Each square term, $x_i^2$ can be replaced by $x_i$ due to $x_i$ being 0 or 1.

Each bilinear term $x_ix_j$ can be replaced by a new binary (zero or one) variable $b_{ij}$, with the addition of the constraints $b_{ij} \le x_i, b_{ij} \le x_j, b_{ij} \ge x_i + x_j -1$, which together ensure $b_{ij} = 1$ iff $x_i = x_j = 1$.

That converts this to a Mixed-Integer Linear SDP (presuming objective and any other constraints are compatible with an MISDP, such as convex quadratic objective, and linear, convex quadratic, Second Order Cone, and Linear SDP constraints).

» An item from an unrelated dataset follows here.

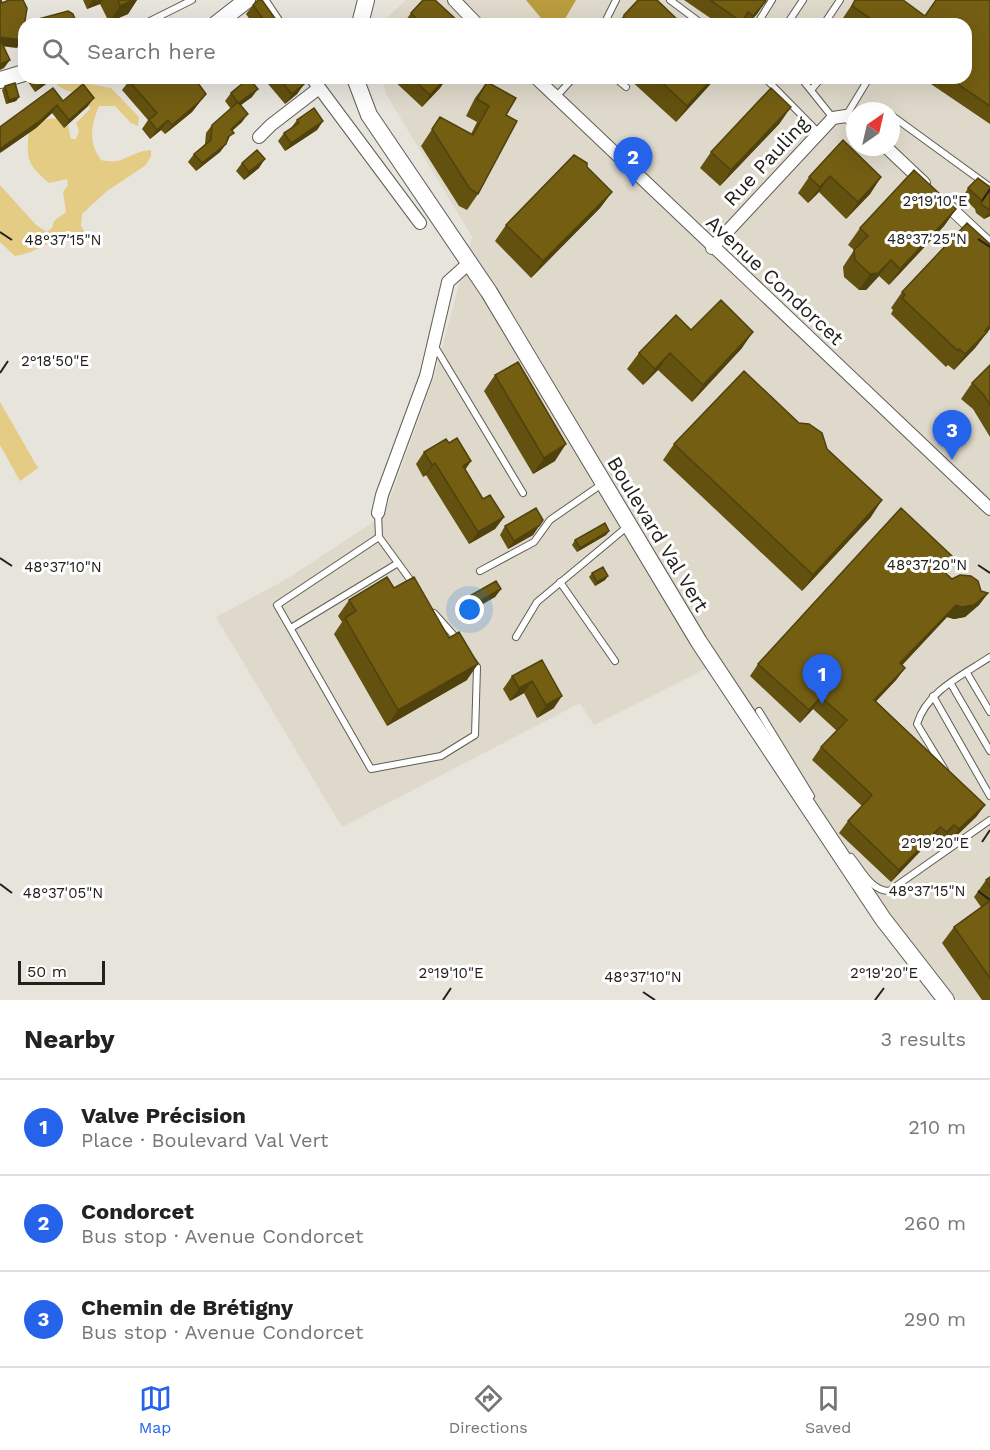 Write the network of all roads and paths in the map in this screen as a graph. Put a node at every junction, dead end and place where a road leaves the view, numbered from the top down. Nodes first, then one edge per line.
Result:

SCIP-SDP will accept such a problem, and can solve it given enough time and memory.

YALMIP can accept such a problem, and can solve it given enough time and memory, using either:

  1. BNB + (continuous) Linear SDP solver (such as Mosek, SeDuMi, SDPT3
  2. CUTSDP + MILP solver (such as Gurobi, Xpress, INTLINPROG, SCIP, and many others).